The decision to undergo a hip replacement surgery must be taken jointly by the patient and the caregiver. The caregiver plays an important role in ensuring that the surgery is a success. The below lists some tips that can be used by a caregiver to care for the patient.
Make a list of questions:
Surgery is a big step and it is important that the caregiver and the patient make a list of questions and concerns to understand the procedure and what it involves fully. One may also wish to ask the orthopedic surgeon about specific help the caregiver should provide at this time.
Pack for the surgery:
While the actual duration of the surgery is only about 2 hours, a patient may end up staying in the hospital up till 5-7 days depending on the case. The caregiver may want to pack accordingly. Please find below some packing tips:
- Carry reading material
- Consider bringing a laptop but check with the hospital first on its policy on electronic devices
- Bring along a pillow, a small blanket, and a bag with toiletries and underwear
- Bring nonperishable snacks
- Wear comfortable shoes
- Pack personal medications. It is important that caregivers do not neglect their own medication. They should arrange this a week prior to the surgery.
Prepare for Home Safety:
While the patient is in the hospital, the caregiver could prepare the home for the patient’s stay. Some measures that could be taken include:
- Prepare a room for the patient on the ground floor so that he/she doesn’t have to climb stairs
- Indian style toilets could be replaced with western style toilets.
- All loose carpeting and clutter on which a patient can trip on should be removed
- All slippery surfaces should be covered
- Items which are regularly used by the patient should be kept in the patient’s reach.
- Widen furniture paths to accommodate for walking devices
The caregiver must know that everyone heals at different rates and hence there is no accurate timeline to predict the patient’s recovery process. Hence, it is a not good idea to push the patient beyond his/her limit. The caregiver must support the patient and follow medical orders.
Help with Patient Care
The caregiver may initially need to help the patient, sit, stand and move from place to place. The patient may need help bathing, going to the bathroom and perhaps even feeding themselves. The caregiver will also need to run all the necessary errands around the house in addition to taking the patient for their post-operative check ups and physiotherapy sessions.
Help with Rehab and Exercises
Post-surgery, the patient must adhere to a strict and rigorous rehab program. In many instances, patients find the exercises painful and stop doing them. As a caregiver, one must encourage the patient to continue these exercises in a disciplined manner as guided by the physiotherapy specialist. The caregiver can track their developments and motivate them to keep performing and making progress.

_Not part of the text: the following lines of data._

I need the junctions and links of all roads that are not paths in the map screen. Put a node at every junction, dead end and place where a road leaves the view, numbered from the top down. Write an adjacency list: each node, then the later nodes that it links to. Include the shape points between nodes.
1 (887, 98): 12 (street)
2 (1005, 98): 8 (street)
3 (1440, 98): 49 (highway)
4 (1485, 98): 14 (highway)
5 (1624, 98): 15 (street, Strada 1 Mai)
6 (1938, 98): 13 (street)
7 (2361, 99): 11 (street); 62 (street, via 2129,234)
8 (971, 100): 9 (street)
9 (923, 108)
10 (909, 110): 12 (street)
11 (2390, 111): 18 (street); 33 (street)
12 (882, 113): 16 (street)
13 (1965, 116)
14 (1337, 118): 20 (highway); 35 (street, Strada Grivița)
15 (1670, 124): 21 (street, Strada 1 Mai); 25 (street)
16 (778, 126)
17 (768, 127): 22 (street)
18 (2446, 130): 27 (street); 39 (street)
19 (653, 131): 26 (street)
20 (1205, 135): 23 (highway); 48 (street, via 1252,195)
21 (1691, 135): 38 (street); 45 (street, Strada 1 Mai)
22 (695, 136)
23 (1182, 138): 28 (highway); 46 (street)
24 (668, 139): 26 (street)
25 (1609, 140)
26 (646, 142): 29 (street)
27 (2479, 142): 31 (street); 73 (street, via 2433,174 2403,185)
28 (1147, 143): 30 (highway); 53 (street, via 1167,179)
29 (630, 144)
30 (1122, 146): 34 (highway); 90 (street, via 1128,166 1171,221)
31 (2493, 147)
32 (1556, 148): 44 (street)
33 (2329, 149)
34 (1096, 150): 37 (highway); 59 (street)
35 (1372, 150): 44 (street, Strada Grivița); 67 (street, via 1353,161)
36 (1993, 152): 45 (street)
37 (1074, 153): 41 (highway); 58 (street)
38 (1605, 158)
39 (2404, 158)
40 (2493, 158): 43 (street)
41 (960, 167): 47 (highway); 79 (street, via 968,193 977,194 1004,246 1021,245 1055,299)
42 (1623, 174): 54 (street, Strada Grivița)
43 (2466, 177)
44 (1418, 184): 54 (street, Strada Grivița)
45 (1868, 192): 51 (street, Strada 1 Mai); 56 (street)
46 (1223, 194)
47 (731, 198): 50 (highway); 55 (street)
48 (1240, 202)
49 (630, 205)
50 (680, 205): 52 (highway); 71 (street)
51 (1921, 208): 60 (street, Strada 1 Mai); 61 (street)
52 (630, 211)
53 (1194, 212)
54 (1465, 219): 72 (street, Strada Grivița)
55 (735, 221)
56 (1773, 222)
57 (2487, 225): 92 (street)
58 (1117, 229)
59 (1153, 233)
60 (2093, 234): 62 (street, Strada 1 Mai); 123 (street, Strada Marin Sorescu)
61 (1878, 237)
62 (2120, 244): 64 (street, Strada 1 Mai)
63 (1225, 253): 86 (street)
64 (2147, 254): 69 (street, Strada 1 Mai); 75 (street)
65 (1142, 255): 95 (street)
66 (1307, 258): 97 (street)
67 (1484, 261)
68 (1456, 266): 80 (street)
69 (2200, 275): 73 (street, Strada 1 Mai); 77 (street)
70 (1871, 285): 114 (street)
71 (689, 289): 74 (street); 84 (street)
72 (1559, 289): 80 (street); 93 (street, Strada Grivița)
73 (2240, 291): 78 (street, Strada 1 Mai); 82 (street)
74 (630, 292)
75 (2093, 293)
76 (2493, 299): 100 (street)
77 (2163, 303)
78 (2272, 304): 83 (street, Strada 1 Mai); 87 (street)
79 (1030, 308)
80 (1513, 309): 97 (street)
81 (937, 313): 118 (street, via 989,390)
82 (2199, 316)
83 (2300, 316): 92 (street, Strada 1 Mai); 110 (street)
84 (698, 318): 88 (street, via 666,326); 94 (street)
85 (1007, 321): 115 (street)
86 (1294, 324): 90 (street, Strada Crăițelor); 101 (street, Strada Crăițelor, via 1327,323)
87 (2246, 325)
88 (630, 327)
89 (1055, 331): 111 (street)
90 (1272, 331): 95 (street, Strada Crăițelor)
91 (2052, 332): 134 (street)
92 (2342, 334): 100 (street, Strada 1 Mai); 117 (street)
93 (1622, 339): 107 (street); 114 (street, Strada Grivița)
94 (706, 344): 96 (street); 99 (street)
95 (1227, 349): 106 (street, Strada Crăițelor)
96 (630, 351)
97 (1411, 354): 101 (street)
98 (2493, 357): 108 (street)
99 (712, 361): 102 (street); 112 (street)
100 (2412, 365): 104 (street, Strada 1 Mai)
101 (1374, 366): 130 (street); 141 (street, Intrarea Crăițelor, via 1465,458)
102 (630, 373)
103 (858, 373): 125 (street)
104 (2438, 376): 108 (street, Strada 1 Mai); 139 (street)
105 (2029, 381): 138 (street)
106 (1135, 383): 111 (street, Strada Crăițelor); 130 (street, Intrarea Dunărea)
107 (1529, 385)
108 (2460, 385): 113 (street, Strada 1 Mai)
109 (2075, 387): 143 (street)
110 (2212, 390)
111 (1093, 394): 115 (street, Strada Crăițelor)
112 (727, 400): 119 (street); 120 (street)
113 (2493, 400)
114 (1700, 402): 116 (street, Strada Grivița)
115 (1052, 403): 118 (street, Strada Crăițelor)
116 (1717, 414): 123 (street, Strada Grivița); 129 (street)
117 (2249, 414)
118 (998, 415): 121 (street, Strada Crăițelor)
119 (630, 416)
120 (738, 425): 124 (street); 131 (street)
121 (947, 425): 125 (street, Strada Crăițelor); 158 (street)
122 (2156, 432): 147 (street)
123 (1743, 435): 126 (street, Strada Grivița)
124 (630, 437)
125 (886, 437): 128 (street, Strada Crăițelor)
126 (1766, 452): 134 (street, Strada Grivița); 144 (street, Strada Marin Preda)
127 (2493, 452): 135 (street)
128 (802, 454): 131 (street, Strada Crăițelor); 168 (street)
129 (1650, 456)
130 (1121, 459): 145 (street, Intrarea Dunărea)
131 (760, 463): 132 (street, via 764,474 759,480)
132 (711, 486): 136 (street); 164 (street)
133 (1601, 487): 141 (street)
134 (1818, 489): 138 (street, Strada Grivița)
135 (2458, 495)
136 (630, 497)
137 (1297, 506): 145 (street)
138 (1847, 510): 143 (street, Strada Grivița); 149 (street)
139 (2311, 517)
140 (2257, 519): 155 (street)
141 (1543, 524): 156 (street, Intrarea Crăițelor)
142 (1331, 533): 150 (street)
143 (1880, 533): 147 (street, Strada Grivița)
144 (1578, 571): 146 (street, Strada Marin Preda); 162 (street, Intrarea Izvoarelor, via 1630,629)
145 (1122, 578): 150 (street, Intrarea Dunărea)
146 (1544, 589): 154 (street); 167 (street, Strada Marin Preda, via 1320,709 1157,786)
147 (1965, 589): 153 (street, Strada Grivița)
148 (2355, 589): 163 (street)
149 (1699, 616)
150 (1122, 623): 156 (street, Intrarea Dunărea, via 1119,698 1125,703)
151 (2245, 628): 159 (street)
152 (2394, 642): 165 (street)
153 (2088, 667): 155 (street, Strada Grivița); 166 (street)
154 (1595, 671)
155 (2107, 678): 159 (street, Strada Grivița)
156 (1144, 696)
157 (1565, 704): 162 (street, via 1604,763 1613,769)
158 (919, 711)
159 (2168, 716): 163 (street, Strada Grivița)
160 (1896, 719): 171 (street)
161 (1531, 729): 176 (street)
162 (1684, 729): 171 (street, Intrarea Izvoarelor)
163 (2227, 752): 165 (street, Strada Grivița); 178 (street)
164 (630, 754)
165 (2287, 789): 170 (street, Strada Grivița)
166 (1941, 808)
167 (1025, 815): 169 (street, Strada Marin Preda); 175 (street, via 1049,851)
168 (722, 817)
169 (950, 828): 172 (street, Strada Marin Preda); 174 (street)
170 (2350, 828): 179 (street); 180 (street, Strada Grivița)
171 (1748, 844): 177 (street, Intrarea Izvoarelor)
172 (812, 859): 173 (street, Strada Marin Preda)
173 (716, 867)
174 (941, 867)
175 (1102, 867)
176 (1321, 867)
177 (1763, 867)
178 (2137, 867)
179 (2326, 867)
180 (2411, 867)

Help with Monitoring Change
The caregiver should always maintain a close watch on the patient and observe or monitor any changes in their physical or mental state. Conversations with the orthopedic surgeon may shed additional light on any watch out areas. It is not unusual for a patient to get depressed and feel isolated. The caregiver should always maintain healthy communication with the patient by expressing their feelings openly and encouraging the patient to do the same. The caregiver must be ask a lot of questions, be a good listener and respect the feelings of others.